• EU privacy laws have ensured that capturing opt-in consent to receive electronic marketing-oriented communication is top of mind for most B2B organizations
  • Certain prescribed conditions must be met for consent to be compliant
  • Many marketers ask whether it’s permissible to require a data subject to provide consent in exchange for the provision of a marketing asset

The impact of the General Data Protection Regulation (GDPR) and additional European county laws requiring active consent prior to sending marketing-oriented electronic communication is currently top of mind for many marketers. With respect to prospects and customers, I am often asked about the legality of a company requiring that a visitor provide his or her consent to receive marketing emails in return for the provision of gated, value-added marketing content (e.g. whitepapers, webinars). Leaving the discussions about brand damage or development aside for the moment, I’d like to describe why requiring an opt-in is legally permissible.

The issues at hand are the definition of consent under GDPR and the current national and soon-to-be-amended electronic privacy laws, along with the definition of a service.

Under GDPR, the definition of consent requires that the data subject must offer “a clear affirmative act establishing a freely given, specific, informed and unambiguous indication of the data subject’s agreement to the processing of personal data relating to him or her.” Of course, the ability to send marketing communication is covered by existing national laws written as a result of the longstanding ePrivacy directives dating back to the early 2000s. When the new ePrivacy regulation becomes law, it will harmonize the relevant legislation across all 28 sovereign countries of the EU (currently including the UK), and – for all intents and purposes – the EEA and EFTA countries. It will also align with the GDPR.

Let’s look at the elements of compliant consent in more detail:

A clear affirmative act. With originally unticked/unchecked boxes provided on a form, the data subject is required to provide positive action to indicate the affirmative act.

Freely given. Your company must not require the data subject to provide consent to marketing communication as a prerequisite for the delivery of its service. Your company must not exert or possess an unfair position over the data subject, such as in the case of an employer/employee relationship or if the information you are providing in the asset is required to allow use of the service/solution you offer.

Specific. Requesting consent to send marketing communication is specific – though what can be classified as marketing communication can be quite broad. A preference center can offer the data subject more specificity.

Informed. By also asking data subjects to agree to be bound by the statements in the Privacy Policy within the consent verbiage, your company could offer all relevant details for the person by placing a hyperlink to your policy in the appropriate place. An example, taken directly from Commscope’s Web site, shows how this could work:

I would like to receive marketing communications from [Client Name] and consent to the processing of the personal data that I provide [Client Name] in accordance with and as described in the Privacy Policy. [Hyperlink to the Privacy Policy].

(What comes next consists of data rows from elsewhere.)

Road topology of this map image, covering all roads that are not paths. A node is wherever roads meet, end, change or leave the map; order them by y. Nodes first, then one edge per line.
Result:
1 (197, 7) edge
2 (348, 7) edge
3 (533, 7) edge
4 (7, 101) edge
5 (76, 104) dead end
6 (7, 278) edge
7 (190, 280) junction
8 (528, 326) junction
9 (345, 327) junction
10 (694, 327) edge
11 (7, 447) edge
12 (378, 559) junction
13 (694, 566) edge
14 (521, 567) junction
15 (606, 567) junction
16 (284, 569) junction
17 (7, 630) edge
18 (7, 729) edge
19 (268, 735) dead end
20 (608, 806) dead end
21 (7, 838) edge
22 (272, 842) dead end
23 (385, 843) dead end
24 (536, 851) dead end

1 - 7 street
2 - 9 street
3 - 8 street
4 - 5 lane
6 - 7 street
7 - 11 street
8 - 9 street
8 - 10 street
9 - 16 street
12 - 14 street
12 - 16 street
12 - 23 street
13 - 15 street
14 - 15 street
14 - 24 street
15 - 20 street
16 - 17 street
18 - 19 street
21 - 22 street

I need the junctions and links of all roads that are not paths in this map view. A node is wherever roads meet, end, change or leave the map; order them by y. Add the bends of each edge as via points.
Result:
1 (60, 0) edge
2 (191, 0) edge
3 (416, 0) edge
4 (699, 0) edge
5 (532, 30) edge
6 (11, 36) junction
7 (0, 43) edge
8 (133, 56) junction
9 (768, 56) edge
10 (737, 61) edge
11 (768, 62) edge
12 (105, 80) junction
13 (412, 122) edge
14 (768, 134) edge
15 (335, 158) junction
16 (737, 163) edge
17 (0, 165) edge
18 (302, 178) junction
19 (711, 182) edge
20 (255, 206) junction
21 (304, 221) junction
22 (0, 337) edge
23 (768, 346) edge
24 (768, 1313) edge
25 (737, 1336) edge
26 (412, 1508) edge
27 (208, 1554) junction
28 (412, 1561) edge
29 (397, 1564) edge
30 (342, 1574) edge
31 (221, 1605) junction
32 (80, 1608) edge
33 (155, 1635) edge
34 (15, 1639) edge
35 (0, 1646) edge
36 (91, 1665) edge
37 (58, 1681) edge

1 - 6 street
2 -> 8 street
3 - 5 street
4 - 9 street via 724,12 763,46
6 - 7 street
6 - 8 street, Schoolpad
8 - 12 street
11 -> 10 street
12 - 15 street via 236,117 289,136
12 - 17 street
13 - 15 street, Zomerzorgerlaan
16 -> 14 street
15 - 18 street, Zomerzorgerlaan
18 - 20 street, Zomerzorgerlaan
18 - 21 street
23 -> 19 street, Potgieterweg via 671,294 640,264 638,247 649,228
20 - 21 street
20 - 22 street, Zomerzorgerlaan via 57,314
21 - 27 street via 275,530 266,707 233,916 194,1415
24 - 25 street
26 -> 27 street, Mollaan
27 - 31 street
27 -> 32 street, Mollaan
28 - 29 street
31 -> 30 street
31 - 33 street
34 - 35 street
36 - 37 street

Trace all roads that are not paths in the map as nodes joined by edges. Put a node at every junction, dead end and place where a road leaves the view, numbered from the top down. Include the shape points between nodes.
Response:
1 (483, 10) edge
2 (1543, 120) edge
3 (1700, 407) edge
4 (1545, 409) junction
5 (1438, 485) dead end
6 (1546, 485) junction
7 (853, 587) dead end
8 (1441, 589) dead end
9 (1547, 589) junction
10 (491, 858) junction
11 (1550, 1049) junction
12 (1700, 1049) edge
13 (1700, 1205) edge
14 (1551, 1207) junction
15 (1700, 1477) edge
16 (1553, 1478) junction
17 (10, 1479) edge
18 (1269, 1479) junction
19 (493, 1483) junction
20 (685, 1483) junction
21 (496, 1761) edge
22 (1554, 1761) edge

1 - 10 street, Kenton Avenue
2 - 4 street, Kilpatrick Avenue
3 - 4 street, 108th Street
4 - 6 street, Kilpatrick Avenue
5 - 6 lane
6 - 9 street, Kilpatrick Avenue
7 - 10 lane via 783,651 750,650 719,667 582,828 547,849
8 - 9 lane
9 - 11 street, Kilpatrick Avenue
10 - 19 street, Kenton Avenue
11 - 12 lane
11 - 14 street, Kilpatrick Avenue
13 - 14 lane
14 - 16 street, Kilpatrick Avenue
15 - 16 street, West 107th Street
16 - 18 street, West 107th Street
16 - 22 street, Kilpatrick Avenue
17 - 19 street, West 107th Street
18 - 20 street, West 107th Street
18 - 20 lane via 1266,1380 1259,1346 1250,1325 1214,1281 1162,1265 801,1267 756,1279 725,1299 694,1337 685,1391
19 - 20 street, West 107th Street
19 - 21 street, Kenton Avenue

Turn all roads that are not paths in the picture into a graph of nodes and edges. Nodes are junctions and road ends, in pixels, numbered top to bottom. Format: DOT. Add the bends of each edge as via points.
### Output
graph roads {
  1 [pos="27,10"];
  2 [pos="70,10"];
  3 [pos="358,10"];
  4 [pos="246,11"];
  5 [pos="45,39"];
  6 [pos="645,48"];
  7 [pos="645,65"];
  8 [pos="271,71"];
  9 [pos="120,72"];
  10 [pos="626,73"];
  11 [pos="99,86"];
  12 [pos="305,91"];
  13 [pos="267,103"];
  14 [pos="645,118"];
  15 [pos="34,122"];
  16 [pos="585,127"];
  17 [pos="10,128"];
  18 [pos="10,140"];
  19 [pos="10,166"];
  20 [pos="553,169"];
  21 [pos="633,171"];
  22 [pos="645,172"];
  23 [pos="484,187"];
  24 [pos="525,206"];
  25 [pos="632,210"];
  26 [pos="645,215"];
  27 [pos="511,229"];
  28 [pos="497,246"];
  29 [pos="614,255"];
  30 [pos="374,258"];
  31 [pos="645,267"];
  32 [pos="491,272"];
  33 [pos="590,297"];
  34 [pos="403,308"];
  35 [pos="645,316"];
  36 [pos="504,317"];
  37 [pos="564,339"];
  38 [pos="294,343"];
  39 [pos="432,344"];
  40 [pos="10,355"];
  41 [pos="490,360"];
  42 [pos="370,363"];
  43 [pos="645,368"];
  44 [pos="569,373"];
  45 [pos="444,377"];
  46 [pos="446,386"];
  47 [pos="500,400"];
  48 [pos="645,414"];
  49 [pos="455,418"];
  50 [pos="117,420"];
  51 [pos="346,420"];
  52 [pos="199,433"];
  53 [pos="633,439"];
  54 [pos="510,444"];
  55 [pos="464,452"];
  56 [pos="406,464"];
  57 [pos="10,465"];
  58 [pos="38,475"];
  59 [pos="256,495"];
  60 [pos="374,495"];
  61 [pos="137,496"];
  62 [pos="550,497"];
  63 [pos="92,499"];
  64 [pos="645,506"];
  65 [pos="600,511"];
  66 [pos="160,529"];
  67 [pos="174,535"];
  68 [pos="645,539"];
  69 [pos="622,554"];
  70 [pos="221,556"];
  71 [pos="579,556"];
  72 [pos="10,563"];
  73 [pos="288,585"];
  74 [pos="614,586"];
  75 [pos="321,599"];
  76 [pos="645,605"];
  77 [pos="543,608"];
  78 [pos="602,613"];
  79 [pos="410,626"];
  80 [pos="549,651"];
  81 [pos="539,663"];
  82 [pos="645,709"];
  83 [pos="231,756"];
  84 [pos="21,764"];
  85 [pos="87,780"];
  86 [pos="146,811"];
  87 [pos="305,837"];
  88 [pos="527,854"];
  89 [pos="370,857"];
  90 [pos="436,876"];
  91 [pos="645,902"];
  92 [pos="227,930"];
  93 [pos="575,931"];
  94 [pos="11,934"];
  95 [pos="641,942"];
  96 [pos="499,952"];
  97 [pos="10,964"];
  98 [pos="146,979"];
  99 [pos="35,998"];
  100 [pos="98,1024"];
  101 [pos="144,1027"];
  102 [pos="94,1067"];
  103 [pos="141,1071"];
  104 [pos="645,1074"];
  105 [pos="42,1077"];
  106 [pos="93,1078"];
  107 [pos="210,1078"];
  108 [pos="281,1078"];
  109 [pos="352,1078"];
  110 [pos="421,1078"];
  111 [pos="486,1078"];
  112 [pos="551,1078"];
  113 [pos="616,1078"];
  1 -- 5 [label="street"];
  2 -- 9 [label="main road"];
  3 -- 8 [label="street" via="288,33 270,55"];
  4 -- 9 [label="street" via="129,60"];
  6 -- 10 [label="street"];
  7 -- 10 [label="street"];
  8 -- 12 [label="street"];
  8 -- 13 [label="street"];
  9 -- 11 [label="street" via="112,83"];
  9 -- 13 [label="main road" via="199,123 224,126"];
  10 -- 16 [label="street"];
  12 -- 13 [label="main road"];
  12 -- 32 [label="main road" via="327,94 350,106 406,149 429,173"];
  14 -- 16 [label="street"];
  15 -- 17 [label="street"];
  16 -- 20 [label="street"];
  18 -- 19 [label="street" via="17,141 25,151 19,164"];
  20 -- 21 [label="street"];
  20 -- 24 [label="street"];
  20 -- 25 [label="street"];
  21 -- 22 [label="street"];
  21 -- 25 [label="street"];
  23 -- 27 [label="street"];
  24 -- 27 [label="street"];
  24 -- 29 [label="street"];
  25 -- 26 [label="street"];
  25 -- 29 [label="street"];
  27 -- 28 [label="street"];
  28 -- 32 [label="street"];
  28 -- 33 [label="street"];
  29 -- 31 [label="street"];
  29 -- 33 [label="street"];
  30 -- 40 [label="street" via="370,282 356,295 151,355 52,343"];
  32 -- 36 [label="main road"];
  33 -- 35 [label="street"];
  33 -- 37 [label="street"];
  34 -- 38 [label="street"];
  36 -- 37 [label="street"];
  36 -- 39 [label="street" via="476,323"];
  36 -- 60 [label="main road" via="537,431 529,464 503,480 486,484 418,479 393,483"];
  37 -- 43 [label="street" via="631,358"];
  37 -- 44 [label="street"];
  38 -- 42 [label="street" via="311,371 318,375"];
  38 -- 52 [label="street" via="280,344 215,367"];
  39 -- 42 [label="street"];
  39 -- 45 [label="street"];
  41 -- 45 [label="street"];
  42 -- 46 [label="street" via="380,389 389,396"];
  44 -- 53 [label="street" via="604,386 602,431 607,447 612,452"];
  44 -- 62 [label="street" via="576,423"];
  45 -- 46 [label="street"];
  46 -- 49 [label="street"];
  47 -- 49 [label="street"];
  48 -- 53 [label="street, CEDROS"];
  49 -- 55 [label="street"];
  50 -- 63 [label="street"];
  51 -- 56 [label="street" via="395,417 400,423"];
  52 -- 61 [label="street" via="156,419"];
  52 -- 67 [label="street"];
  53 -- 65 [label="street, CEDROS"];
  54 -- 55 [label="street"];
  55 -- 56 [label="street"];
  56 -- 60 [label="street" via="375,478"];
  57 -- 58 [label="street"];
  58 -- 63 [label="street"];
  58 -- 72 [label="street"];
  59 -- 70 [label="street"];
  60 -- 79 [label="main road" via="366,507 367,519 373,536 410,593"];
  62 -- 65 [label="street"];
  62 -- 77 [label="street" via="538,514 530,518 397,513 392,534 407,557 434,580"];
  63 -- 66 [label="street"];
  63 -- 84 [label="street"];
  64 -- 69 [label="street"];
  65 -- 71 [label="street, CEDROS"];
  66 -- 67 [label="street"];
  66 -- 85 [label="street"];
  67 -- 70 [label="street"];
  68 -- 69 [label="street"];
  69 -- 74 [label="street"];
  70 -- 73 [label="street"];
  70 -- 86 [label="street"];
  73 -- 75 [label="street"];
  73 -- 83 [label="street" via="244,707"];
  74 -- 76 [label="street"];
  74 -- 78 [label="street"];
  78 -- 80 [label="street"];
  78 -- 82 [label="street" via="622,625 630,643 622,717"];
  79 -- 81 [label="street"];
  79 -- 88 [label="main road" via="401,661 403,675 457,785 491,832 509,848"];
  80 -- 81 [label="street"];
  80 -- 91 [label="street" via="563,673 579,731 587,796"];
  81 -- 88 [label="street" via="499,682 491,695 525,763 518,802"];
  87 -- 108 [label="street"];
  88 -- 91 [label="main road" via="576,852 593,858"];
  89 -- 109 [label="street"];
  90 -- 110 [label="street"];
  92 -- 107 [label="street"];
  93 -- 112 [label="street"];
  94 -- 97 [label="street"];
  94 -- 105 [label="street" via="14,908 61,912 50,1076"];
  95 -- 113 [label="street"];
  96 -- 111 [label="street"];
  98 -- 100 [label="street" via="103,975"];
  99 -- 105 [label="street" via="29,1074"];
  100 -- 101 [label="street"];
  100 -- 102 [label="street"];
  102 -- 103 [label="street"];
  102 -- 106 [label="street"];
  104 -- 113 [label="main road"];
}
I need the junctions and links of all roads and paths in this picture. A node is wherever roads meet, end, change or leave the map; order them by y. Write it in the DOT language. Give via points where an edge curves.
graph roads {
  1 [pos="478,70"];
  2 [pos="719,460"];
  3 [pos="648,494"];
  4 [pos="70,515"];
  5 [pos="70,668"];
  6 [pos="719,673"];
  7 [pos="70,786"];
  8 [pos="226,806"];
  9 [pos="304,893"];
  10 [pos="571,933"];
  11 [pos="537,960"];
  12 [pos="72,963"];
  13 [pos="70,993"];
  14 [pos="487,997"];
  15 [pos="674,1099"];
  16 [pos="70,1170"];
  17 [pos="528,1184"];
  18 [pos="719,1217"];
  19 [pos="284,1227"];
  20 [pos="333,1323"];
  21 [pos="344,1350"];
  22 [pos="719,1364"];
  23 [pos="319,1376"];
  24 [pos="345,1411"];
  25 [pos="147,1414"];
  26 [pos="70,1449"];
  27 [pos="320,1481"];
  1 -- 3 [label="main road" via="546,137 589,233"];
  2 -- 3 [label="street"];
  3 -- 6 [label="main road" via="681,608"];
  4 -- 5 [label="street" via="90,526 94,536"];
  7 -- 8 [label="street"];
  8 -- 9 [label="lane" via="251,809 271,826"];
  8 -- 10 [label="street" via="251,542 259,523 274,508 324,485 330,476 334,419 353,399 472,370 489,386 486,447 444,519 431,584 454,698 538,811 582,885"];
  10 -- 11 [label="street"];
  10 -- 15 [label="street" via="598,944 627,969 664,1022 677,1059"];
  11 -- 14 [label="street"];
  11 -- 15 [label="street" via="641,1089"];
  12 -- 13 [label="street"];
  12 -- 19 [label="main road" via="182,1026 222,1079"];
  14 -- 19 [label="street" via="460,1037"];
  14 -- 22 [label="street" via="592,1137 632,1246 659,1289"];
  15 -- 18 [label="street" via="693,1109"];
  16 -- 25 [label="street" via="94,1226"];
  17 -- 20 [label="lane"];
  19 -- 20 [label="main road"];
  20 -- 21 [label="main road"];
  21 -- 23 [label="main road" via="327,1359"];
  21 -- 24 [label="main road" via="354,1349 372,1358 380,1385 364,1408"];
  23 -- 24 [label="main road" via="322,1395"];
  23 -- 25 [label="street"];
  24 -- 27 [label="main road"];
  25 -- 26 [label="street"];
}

Unambiguous. Having gone this far, it’s pretty clear to the data subject what he or she is signing up for. One last step, however, would be to make sure that the opt-in is being undertaken by the person in question. To this end, practices such as the confirmed (double) opt-in have developed. This threshold of proof is required to ensure that no robots, other human beings or other Web devices can maliciously enter a person’s email address.

The relevant point in the discussion is whether the consent may be said to be freely given if a company is demanding an opt-in in return for a marketing asset. Companies may not withhold a service if consent to marketing is not given. I and many others would argue that your company is most likely not in the business of producing and selling white papers or delivering webinars. Your services, solutions and products for which payment is demanded do not require the delivery of these assets. Thus, these assets are unrelated to your contractual relationship with your customers. The data subject can freely choose to download the asset or not, and can decide whether the cost and read opt-in is a fair exchange. In any event, the ability to unsubscribe immediately after downloading the asset always remains.

Keep In mind that have provided here an explanation of the thinking of the many companies I speak to on this topic from a permission perspective. Neither SiriusDecisions nor I are willing or able to offer legal advice, and any final decision that your company takes in this regard must be done in consultation with legal counsel. As always, I am open to being shown inaccuracies in this approach or the error of the logic outlined above.